== Segment start ==

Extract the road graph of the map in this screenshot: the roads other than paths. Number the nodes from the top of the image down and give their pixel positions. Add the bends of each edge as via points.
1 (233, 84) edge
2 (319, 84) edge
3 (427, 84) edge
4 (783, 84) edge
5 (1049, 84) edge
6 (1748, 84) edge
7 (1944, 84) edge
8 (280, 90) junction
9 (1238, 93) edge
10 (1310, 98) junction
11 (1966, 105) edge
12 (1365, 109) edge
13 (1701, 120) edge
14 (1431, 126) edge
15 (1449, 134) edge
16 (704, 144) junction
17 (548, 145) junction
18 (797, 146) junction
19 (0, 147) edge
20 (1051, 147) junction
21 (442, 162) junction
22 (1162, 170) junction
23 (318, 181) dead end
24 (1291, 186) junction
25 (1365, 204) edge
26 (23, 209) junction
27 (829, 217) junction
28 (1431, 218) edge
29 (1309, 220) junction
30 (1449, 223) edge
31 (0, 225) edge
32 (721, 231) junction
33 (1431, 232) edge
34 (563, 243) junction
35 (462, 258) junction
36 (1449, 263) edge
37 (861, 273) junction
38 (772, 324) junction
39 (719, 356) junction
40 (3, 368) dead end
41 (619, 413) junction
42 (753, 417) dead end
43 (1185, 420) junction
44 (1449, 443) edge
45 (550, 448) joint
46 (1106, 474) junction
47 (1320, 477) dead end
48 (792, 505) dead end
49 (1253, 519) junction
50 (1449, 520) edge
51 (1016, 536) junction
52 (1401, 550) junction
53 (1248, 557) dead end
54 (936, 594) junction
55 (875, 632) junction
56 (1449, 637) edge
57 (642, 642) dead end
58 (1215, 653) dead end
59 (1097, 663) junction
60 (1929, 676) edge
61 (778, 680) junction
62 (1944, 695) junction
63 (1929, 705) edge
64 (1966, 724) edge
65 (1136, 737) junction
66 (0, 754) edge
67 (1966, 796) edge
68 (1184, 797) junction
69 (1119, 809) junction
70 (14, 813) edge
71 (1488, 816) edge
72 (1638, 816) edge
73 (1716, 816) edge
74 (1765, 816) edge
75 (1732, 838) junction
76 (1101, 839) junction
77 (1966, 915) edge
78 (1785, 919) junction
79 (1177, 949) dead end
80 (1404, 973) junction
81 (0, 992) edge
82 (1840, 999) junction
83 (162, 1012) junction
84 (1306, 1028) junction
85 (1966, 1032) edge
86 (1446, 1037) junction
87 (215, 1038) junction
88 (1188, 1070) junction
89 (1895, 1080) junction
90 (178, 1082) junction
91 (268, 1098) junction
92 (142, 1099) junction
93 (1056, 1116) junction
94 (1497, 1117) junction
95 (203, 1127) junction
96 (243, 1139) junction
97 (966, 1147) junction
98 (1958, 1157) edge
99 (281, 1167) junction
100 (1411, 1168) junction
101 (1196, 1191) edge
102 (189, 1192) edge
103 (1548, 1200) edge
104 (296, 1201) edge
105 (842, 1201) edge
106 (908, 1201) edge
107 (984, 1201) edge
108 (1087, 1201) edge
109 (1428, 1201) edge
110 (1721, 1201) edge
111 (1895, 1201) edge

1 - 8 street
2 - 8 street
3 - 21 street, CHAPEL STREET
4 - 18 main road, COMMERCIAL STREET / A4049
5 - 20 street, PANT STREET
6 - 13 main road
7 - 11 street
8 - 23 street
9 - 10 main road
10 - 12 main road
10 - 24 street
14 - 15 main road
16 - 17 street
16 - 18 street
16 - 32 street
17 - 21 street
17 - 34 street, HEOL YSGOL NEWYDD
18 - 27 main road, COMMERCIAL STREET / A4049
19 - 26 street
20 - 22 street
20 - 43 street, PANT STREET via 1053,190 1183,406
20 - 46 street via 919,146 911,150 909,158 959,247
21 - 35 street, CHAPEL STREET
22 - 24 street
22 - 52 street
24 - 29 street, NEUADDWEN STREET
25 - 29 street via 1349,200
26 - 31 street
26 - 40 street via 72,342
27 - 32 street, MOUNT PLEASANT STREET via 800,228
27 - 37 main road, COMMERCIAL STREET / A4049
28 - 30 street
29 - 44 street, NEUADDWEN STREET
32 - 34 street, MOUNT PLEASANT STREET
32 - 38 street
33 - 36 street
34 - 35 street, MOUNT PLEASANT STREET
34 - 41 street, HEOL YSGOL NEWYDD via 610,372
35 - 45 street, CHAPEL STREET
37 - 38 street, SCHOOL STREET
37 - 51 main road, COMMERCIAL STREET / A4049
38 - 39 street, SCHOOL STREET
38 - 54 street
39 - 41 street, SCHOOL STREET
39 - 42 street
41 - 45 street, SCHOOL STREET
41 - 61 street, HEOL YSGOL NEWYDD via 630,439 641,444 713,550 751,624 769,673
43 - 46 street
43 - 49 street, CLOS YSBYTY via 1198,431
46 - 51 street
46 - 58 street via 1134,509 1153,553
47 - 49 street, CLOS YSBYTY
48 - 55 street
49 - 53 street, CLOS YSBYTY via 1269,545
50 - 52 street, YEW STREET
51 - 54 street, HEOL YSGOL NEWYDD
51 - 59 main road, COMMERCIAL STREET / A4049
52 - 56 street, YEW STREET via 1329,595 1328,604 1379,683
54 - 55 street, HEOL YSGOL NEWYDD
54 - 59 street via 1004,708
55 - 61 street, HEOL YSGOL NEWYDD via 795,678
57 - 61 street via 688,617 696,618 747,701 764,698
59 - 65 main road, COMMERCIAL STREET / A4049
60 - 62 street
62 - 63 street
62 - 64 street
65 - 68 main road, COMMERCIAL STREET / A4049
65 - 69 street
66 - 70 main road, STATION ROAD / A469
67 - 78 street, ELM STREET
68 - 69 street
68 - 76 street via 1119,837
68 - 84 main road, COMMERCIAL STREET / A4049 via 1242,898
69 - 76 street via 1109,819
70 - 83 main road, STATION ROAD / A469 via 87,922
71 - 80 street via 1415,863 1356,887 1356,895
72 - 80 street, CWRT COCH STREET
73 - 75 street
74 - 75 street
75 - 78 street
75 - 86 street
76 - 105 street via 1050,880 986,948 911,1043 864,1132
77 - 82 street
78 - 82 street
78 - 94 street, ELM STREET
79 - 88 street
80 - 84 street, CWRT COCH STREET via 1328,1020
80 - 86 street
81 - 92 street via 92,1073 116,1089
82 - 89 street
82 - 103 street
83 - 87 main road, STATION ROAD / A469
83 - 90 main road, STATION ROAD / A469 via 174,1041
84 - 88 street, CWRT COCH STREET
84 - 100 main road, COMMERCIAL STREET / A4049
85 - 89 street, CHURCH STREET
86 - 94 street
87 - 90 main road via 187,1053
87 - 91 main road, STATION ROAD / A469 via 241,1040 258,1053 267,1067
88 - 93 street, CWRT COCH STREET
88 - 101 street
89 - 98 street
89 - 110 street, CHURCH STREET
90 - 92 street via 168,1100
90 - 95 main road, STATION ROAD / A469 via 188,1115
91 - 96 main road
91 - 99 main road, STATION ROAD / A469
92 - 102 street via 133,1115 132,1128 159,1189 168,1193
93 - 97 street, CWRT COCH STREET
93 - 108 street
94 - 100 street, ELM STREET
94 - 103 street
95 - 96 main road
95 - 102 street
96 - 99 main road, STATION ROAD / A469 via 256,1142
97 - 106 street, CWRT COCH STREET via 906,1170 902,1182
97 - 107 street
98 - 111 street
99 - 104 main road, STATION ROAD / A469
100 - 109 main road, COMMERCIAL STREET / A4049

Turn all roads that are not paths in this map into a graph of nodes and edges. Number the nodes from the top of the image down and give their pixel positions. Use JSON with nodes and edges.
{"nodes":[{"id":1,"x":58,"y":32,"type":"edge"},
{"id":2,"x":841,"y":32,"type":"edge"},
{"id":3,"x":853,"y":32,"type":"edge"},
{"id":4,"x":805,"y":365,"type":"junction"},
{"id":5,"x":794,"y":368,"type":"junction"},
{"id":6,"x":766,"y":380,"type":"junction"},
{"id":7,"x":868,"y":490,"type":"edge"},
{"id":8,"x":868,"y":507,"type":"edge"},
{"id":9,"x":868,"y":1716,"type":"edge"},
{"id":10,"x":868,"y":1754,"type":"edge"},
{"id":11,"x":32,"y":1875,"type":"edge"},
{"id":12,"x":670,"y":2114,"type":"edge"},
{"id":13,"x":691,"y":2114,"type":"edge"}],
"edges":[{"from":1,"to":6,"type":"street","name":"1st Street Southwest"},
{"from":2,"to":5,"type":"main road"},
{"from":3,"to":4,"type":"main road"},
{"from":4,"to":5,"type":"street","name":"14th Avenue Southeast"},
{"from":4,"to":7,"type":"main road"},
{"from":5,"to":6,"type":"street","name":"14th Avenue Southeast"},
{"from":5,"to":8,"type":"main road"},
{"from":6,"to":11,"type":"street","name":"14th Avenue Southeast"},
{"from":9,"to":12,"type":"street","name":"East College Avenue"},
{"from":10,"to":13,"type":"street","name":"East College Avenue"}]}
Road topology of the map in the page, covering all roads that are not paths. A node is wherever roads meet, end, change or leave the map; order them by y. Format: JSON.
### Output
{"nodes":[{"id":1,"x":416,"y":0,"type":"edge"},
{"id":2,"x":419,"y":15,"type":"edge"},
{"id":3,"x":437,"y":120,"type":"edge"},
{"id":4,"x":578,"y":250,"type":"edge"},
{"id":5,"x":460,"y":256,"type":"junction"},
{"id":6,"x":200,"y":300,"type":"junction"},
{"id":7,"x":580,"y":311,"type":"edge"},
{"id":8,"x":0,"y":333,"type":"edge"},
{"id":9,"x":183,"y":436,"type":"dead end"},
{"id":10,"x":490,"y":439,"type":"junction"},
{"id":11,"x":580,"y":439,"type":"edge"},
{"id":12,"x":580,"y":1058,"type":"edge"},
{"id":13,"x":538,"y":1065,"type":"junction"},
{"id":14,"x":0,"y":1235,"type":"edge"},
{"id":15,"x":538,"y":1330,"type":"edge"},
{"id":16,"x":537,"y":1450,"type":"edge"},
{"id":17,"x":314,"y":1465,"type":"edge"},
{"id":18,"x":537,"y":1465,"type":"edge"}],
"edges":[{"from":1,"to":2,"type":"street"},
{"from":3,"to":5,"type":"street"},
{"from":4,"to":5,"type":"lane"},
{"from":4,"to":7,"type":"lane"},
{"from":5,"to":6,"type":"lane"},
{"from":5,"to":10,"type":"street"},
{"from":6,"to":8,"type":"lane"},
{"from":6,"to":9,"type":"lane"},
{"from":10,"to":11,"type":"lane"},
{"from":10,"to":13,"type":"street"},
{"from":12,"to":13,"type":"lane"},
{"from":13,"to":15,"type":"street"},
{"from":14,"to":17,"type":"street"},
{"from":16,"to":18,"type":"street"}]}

== Segment end ==

__Exercise goal__: Scan the material above for the string "PANT". Return each line where it occurs.

__Problem solution__:
5 - 20 street, PANT STREET
20 - 43 street, PANT STREET via 1053,190 1183,406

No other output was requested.